** TASK TO CARRY OUT **
Report every line below that holds the word "inline".

** MATERIAL TO PROCESS **

==============================

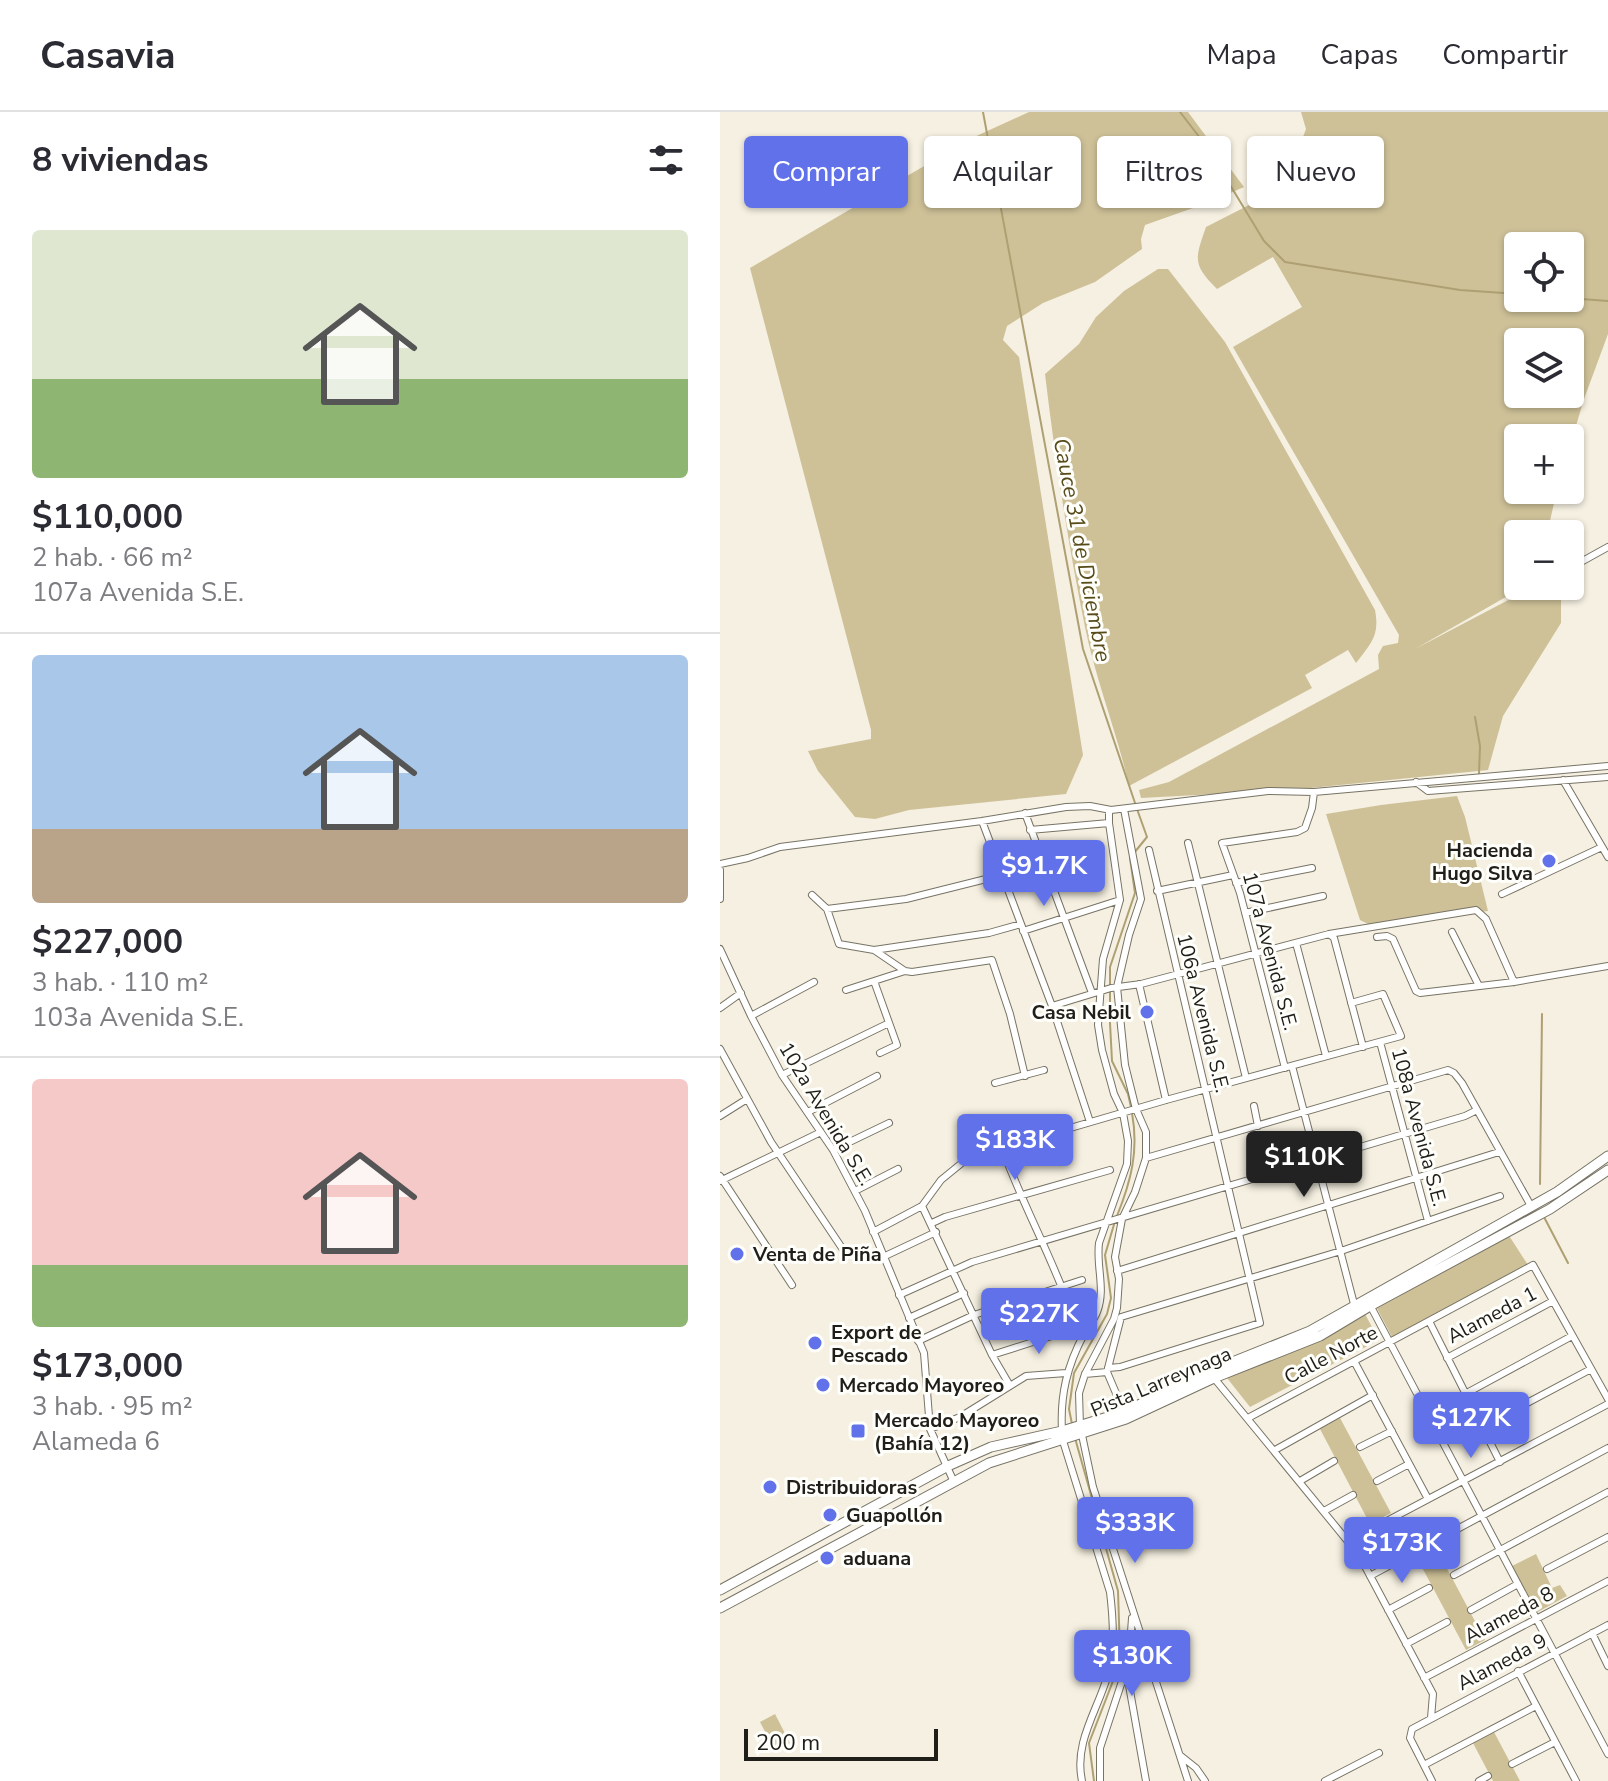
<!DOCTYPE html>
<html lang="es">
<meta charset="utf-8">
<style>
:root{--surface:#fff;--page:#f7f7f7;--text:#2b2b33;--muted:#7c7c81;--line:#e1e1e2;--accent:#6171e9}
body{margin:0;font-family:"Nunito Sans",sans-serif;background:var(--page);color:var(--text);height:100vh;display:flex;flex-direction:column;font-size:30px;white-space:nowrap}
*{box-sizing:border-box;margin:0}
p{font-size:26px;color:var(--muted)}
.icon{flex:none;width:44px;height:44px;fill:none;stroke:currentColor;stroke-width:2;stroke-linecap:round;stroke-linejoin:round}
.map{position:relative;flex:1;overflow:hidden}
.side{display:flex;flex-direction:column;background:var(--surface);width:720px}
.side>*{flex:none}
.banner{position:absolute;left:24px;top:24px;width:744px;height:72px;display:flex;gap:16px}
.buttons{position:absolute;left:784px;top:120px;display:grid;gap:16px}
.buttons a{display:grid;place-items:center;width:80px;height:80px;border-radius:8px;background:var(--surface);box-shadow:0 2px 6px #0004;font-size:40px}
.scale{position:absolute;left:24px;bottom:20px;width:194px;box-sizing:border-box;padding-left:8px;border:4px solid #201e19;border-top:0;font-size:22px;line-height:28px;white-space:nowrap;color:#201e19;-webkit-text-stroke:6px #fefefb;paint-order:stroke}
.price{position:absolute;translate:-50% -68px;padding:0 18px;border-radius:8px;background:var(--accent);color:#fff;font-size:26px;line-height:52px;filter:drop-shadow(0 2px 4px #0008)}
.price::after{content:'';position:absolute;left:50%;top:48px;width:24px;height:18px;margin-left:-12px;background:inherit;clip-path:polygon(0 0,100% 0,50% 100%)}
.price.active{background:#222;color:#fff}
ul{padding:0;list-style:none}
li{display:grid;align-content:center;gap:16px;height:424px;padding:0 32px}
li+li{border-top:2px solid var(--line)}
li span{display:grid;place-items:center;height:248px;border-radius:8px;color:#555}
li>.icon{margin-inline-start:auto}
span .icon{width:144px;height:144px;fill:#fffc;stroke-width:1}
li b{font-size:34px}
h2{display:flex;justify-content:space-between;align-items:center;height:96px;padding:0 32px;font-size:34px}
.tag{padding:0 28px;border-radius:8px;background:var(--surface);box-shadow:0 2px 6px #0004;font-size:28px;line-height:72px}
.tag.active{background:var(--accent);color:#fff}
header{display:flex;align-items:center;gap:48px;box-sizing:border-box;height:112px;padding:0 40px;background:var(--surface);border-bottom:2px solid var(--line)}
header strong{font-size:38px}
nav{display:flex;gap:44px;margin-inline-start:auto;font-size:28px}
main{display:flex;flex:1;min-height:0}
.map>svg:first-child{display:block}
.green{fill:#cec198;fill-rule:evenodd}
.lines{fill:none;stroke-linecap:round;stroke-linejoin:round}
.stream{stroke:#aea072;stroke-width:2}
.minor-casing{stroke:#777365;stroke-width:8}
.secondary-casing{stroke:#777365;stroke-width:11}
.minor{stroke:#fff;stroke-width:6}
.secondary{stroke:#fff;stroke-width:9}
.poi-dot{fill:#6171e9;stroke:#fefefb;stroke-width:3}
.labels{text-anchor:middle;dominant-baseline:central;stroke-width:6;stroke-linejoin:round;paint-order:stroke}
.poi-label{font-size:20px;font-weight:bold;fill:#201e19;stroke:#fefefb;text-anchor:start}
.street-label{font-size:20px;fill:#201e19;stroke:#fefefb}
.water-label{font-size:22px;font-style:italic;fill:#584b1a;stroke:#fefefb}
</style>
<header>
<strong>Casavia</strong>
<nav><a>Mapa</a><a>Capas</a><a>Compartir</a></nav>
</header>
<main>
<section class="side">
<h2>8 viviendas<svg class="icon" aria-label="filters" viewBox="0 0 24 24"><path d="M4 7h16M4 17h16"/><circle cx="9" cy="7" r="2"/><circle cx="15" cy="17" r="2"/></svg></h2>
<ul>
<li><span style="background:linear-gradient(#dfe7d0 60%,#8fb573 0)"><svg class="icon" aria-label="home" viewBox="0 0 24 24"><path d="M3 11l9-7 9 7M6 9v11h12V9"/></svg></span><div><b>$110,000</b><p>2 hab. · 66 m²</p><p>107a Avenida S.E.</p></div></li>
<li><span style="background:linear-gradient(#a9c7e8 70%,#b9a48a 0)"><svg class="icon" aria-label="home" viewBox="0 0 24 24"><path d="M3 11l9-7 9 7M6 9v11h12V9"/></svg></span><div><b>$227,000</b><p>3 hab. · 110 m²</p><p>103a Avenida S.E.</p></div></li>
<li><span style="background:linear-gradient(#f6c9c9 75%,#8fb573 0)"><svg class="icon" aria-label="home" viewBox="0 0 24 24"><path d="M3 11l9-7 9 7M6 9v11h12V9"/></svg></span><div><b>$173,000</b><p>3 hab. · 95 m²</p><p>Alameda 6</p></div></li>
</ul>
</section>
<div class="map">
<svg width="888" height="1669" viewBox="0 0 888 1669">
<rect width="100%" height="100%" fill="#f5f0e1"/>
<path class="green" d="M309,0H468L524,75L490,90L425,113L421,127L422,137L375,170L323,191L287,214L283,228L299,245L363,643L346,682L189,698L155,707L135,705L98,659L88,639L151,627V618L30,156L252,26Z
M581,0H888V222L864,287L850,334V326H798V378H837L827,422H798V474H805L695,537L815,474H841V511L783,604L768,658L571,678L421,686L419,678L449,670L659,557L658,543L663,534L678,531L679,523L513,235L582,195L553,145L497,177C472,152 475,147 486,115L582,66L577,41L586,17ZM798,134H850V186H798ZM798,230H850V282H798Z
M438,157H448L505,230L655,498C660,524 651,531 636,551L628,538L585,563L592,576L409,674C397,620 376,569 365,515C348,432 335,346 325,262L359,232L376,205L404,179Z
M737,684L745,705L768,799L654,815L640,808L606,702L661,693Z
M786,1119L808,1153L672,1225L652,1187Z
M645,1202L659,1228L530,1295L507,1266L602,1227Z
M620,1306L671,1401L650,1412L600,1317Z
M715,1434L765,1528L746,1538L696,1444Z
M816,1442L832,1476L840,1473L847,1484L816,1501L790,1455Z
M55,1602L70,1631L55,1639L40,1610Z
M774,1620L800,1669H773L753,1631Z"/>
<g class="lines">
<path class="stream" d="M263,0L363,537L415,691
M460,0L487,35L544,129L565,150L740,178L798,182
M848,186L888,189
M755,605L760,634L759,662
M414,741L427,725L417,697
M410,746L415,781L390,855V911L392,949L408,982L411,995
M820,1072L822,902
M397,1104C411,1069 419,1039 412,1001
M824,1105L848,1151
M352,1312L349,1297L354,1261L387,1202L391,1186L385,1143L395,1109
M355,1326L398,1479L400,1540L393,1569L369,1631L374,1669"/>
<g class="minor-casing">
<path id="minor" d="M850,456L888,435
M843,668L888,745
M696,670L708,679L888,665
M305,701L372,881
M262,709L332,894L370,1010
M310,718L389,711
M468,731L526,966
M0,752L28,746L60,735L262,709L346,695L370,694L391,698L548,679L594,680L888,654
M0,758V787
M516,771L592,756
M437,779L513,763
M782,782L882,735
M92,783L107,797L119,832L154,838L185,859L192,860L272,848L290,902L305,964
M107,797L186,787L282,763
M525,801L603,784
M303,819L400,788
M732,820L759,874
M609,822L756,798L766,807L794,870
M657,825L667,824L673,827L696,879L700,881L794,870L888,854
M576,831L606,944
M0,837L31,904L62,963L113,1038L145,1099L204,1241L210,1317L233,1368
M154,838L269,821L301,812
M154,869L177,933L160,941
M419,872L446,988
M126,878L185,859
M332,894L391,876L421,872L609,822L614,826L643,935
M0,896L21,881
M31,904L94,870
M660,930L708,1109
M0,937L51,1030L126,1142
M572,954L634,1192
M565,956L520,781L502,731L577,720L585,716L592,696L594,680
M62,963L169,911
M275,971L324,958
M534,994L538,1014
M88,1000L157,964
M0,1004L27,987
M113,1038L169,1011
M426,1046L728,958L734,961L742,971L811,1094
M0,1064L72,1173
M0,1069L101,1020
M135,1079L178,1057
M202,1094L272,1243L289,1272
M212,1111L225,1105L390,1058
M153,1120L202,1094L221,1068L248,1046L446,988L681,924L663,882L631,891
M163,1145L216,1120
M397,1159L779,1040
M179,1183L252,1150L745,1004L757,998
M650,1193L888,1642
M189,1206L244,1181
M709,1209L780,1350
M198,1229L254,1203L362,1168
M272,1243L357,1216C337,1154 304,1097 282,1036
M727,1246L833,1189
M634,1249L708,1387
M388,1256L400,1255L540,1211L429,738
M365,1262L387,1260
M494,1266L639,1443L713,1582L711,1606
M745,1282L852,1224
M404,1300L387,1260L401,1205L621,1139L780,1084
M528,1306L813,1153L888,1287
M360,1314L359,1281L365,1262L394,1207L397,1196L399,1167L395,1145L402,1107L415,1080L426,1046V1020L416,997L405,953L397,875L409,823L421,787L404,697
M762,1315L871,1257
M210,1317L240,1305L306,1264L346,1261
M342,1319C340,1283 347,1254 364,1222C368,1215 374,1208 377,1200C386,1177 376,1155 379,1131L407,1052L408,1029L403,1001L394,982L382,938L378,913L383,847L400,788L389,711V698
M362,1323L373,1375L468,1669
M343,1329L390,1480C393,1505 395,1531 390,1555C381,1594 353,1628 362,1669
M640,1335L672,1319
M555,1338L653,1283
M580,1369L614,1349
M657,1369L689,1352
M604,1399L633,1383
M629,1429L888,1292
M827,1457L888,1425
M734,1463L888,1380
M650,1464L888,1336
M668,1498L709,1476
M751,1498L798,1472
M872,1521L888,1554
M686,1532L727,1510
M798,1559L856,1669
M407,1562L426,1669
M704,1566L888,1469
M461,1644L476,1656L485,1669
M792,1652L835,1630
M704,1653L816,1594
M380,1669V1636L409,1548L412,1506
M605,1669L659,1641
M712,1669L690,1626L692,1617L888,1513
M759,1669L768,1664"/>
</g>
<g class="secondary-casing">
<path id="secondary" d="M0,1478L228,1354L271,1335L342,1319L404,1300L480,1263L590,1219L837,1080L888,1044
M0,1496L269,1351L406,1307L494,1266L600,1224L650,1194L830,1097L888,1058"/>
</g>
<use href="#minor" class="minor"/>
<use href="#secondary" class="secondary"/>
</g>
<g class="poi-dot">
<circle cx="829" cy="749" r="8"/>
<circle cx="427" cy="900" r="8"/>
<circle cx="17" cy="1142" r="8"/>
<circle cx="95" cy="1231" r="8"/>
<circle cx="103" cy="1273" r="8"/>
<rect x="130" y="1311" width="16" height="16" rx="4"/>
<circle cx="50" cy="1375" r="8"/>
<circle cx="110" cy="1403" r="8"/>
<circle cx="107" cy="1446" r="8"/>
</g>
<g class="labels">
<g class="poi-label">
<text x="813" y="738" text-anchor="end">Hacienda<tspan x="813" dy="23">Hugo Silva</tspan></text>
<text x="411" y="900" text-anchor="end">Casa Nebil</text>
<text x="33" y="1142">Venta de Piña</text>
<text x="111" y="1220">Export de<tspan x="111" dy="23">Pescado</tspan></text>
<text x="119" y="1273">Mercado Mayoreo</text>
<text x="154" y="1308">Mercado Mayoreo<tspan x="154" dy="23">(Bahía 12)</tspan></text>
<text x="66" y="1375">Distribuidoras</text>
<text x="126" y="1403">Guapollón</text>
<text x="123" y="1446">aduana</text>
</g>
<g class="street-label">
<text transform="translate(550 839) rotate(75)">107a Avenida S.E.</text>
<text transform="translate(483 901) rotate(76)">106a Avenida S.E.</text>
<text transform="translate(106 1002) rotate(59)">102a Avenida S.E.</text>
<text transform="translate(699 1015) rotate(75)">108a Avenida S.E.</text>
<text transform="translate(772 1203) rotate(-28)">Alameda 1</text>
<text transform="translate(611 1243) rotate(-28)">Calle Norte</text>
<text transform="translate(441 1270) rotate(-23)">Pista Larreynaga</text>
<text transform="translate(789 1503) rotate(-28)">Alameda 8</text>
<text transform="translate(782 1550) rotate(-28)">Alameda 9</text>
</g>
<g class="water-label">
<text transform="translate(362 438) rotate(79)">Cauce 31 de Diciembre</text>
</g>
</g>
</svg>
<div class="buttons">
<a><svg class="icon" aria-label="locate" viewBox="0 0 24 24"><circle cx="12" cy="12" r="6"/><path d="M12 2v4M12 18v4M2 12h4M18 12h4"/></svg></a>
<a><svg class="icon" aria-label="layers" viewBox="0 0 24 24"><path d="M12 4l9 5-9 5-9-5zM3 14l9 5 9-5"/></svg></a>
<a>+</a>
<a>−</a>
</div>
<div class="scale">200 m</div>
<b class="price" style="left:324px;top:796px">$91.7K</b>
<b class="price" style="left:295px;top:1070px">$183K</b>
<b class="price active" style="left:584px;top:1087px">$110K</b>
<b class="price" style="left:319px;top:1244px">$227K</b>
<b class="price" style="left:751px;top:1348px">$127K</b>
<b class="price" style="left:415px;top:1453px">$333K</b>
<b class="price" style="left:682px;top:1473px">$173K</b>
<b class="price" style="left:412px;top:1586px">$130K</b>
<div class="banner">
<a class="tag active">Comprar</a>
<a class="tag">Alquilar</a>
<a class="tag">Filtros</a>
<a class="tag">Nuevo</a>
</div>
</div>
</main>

==============================

** EXPECTED ANSWER **
li>.icon{margin-inline-start:auto}
nav{display:flex;gap:44px;margin-inline-start:auto;font-size:28px}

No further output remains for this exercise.